With Afternoon Tease and Urban Shed opening up last year, and a new Hot Numbers cropping up on Trumpington Street, Cambridge certainly seems to be abundant with hip venues to get your coffee and quick lunch fix. As someone who unabashedly frequents all these places, the buzz surrounding the recently opened Espresso Library got me very excited…

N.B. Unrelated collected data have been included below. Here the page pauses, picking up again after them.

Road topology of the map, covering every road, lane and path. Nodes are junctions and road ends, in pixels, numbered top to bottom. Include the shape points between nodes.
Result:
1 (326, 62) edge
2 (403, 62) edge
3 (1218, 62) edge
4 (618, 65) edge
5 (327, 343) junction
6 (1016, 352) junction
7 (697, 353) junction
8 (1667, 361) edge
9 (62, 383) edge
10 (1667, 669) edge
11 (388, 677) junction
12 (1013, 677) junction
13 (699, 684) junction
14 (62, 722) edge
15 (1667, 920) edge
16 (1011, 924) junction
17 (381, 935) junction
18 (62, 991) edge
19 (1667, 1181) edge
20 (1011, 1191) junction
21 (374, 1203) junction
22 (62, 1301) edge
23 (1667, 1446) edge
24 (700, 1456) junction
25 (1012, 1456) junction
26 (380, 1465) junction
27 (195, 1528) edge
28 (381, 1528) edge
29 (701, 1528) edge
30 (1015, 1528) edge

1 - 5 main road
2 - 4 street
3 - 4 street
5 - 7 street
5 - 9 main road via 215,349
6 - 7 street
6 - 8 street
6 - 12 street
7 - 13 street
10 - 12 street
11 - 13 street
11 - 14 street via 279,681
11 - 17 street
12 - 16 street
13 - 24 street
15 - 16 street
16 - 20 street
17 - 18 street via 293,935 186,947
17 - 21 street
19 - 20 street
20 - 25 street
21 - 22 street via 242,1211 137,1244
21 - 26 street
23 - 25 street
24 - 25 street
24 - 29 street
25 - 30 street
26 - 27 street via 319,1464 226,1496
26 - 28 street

I visited the bustling cafe on the final day of its soft opening week, which happened to be valentines day… providing the perfect opportunity for a romantic date between my laptop and me. If I had to describe the Espresso Library by comparison it would be that it’s like Hot Numbers’ spritely, environmentally conscious younger cousin – with fresh juices, sugar and gluten free options, and a bike wall (basically a wall you can mount your bike on instead of leaving it outside… very cool. Very pointless for someone like me who has a bike basket the side of a small bear, but very cool).

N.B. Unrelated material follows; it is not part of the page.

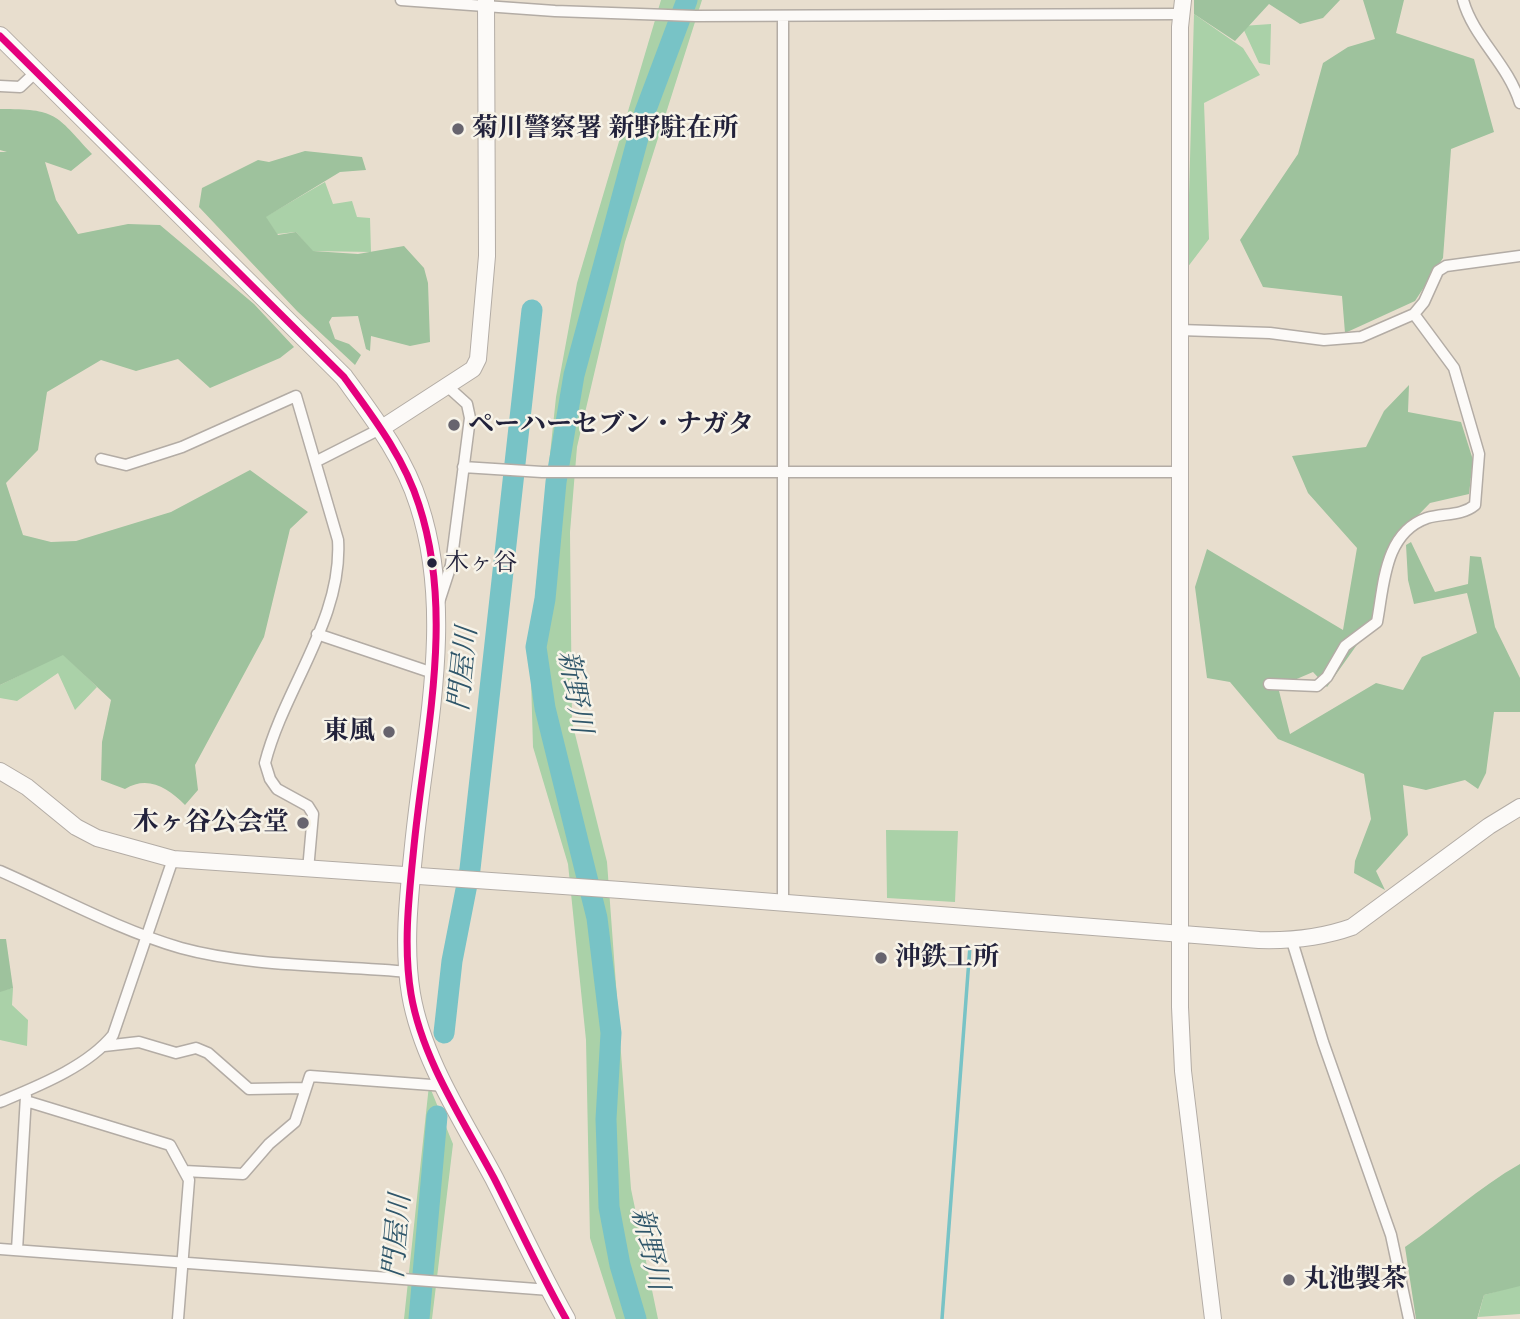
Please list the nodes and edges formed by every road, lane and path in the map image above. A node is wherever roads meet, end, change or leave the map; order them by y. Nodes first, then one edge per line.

It was, in fairness to the staff, almost absurdly busy when I visited, which makes the wait before I could order at the till very understandable. Slightly more disappointing was that some of the juices and smoothies on offer had already run out. Happily this is where my disappointment ended, as I was served extremely quickly and tucked into a delicious smoked trout ciabatta (£5) alongside a glass of freshly squeezed orange juice (£3.60). There were a variety of other food options on offer as well; breakfast, served from 8-10.30, boasted a menu of porridge, granola, and avocado and egg on toast, whilst lunch was a variety of cold ciabattas and salads at the counter, or hot open faced sandwiches and soup. I actually returned a couple of days later and had the jerusalem artichoke and thyme soup, which was quite frankly one of the tastiest – and most interesting – soups I’ve had in a long while!

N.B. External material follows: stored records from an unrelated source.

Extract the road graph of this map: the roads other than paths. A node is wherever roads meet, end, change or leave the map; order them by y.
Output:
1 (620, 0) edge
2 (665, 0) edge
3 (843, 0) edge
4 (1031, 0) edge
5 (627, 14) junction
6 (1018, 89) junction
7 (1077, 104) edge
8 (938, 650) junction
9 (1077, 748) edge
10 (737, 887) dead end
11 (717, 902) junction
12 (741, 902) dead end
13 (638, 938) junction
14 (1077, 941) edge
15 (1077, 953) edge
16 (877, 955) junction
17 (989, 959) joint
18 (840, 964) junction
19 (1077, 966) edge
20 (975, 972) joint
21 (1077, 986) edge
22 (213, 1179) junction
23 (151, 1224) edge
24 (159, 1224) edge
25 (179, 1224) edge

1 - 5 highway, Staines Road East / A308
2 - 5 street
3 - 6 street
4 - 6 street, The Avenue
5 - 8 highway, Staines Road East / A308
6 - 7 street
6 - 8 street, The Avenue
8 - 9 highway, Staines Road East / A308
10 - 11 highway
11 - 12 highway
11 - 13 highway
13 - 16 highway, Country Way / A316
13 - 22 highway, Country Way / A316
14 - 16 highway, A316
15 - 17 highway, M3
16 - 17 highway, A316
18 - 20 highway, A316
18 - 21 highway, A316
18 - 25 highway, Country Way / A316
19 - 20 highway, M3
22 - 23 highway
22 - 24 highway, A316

Of course the Espresso Library wouldn’t be able to compete with likes of Hot Numbers without boasting an impressive array of coffee – and with a unique blend (alongside two ‘guest’ coffee options) they certainly measured up. Now if I’m being honest I’m not much of a coffee drinker, more of a tea or chai latte girl myself, but even my untrained palate could recognise how good my flat white was (£2.50). To tie my meal off, and to keep my spirits high in the midst of a soul crushing essay crisis, I perused the selection of sweet treats available. From pistachio and salted caramel macaroons to orange polenta cake, Espresso Library certainly didn’t disappoint my sweet tooth. I opted for an interesting looking little pot titled the ‘brain booster’, which consisted of a nutty crust, layers of chocolate and peanut butter mouse, and was topped with pomegranate seeds and pistachios. I cannot thank the brilliant mind that came up with it enough! A seriously delicious end to a very pleasant afternoon.
All in all the Espresso Library is a great addition to Cambridge’s growing artisanal coffee scene; it’s airy, well lit, and has plenty of seating that provide ideal study places (can definitely recommend sitting at the counter that runs along the enormous glass windows… people watching proves a welcome distraction from work). The music played is varied and eclectic, ranging from jazz piano to Banks during my visit, but never too loud that you can’t pop your headphones in and zone out. The rotating art exhibitions is also a wonderfully unique little touch, currently showcasing Martin Bond’s photography! To be honest, I’d say my over all experience can be pretty effectively summed up by a text I sent to a friend once I’d received my order:
“My freshly squeezed (and delicious) orange juice has just come with a sprig of unexplained watercress perched artistically on the rim of the glass #edgy”
That’s basically the Espresso Library in one – tasty and unashamedly quirky, strewn with inexplicable bits of cress*.
(bonus photo because even the loo was edgy & cool)
*cress has been proven to improve your eyesight, have anti-carcinogenic effects, and contains more vitamin C than oranges. So they may be onto something here…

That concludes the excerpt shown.